Task instructions
Each line of the data below that includes the string "shaded" must be copied.

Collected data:
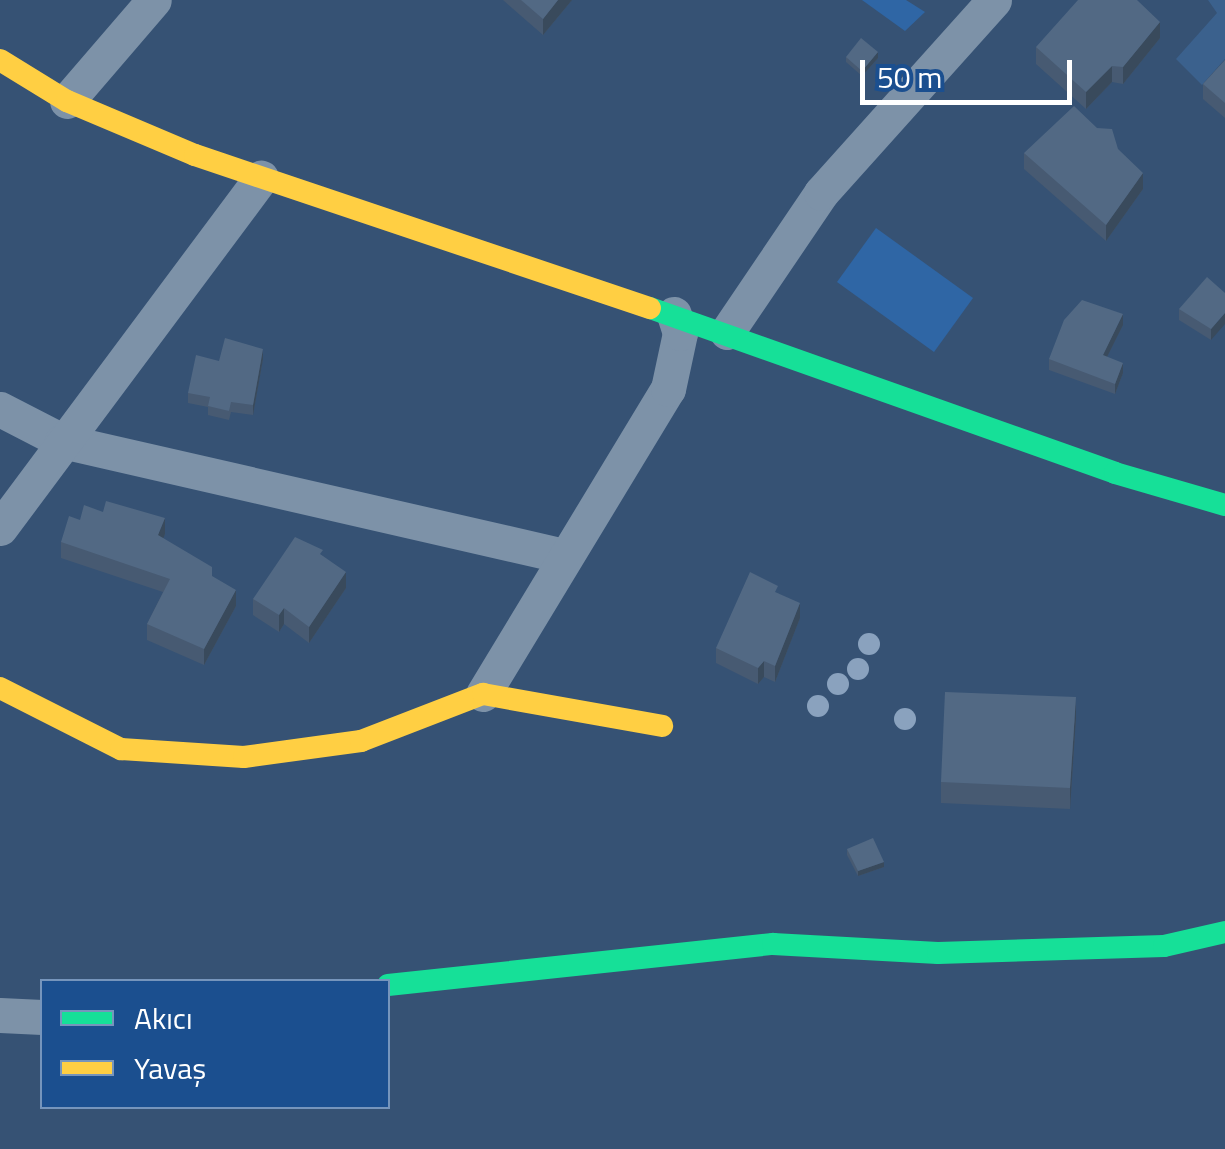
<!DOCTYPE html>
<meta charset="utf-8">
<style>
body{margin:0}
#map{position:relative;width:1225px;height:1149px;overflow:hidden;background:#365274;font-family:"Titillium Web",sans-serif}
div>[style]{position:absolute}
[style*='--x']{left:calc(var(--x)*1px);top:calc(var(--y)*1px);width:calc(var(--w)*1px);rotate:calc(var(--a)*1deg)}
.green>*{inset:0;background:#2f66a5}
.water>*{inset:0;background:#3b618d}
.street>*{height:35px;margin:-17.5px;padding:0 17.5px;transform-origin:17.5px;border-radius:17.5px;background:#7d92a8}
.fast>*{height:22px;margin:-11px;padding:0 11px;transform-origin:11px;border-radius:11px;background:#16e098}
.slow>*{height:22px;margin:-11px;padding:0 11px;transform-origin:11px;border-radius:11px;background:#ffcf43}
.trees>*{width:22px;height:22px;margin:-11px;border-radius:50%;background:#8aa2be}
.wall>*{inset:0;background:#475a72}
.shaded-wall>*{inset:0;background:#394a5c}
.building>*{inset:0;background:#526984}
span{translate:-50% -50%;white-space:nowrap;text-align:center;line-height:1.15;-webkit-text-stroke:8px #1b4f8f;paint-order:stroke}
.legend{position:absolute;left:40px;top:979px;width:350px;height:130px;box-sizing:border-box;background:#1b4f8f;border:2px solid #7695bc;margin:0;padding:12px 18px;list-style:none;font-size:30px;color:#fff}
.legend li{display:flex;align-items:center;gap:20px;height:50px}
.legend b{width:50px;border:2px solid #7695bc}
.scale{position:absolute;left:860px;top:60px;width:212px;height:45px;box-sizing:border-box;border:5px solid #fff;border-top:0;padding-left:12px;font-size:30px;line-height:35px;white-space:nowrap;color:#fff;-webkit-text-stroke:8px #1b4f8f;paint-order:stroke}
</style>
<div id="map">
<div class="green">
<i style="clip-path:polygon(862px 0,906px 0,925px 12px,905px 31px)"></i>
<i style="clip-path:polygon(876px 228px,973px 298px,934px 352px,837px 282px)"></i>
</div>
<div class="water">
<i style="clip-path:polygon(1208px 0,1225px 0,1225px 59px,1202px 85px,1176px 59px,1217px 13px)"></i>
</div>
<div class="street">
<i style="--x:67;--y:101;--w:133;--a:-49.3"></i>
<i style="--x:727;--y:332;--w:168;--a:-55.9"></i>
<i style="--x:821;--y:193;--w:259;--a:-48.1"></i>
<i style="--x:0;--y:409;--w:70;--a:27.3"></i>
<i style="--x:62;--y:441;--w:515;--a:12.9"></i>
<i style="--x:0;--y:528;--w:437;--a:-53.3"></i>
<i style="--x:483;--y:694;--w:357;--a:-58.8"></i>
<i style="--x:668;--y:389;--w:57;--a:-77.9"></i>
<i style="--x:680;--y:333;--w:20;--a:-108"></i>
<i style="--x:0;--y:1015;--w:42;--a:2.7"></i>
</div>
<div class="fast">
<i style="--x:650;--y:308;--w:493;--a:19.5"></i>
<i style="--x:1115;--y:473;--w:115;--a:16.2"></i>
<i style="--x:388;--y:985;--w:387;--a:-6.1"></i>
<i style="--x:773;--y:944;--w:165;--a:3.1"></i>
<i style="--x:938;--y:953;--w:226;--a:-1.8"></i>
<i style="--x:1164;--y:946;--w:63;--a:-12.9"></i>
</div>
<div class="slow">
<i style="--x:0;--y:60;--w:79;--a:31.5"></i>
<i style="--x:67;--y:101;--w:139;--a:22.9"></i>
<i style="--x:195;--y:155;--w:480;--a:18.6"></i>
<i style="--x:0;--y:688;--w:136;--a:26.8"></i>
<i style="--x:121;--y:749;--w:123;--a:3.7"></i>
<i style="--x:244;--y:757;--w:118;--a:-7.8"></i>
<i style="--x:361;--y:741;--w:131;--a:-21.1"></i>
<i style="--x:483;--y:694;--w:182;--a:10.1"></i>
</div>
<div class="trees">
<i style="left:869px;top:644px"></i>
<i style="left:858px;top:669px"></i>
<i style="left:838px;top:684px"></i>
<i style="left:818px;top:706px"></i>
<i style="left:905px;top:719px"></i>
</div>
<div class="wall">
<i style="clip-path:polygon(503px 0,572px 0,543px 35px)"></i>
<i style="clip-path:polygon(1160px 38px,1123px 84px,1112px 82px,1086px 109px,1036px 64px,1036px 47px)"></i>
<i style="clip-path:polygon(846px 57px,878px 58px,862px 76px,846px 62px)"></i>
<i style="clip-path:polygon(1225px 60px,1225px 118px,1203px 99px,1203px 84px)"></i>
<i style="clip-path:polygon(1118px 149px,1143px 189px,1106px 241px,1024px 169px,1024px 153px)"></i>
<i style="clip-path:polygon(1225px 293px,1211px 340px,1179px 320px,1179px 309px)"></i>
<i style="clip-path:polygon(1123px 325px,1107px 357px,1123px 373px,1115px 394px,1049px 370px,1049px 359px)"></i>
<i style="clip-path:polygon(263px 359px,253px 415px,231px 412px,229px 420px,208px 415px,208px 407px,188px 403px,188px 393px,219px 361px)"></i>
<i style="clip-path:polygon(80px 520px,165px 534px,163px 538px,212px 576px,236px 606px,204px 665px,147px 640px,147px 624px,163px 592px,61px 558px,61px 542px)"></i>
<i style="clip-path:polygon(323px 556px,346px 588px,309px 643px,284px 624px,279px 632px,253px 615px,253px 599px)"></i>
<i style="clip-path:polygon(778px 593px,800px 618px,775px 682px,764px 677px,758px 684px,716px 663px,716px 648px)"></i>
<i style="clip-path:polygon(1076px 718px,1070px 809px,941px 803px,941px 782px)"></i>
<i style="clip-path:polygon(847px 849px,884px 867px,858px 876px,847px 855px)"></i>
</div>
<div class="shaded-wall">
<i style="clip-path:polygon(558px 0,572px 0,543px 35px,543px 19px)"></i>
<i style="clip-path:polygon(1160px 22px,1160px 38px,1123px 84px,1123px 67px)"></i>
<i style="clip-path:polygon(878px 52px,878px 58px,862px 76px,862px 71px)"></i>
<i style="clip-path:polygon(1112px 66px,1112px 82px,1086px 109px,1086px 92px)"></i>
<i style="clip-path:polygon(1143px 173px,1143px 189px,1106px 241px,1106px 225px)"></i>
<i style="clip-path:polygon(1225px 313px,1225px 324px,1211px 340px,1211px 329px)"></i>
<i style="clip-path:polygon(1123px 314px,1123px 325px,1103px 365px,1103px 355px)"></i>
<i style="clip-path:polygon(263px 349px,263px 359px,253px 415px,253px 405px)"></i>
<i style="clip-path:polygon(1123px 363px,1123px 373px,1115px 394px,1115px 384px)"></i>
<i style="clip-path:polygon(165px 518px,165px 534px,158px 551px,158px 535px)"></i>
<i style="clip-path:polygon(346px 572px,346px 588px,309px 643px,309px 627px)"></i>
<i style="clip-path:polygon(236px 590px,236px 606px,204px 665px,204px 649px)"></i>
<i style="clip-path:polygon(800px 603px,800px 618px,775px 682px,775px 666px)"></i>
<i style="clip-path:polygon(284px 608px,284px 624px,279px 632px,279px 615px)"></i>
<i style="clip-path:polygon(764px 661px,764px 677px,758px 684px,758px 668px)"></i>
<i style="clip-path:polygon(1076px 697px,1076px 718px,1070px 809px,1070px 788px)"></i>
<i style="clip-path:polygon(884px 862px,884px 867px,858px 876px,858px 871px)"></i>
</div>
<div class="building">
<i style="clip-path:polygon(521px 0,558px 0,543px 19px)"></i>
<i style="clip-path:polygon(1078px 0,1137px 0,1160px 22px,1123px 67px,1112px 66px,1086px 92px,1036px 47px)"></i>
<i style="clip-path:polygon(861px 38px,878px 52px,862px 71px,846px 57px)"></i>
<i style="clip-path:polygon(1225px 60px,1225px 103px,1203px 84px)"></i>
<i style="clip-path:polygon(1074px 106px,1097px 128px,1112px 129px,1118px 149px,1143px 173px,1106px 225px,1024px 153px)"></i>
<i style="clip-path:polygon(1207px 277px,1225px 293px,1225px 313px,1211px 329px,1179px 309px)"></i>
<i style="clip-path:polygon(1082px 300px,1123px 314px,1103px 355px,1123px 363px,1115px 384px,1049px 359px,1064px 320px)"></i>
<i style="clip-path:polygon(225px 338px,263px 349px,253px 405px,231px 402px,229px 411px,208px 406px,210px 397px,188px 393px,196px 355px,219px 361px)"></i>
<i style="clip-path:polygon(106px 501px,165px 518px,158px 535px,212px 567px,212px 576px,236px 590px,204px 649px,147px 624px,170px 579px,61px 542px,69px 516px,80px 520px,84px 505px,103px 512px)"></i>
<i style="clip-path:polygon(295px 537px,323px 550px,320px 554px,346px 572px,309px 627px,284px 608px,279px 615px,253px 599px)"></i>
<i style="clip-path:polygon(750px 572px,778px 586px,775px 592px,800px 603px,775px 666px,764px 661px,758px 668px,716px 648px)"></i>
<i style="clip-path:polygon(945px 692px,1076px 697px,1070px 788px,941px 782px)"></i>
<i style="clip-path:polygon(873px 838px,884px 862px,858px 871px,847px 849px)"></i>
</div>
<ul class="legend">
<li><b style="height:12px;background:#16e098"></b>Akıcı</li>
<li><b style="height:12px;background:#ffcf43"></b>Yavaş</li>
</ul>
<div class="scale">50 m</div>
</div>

Output
.shaded-wall>*{inset:0;background:#394a5c}
<div class="shaded-wall">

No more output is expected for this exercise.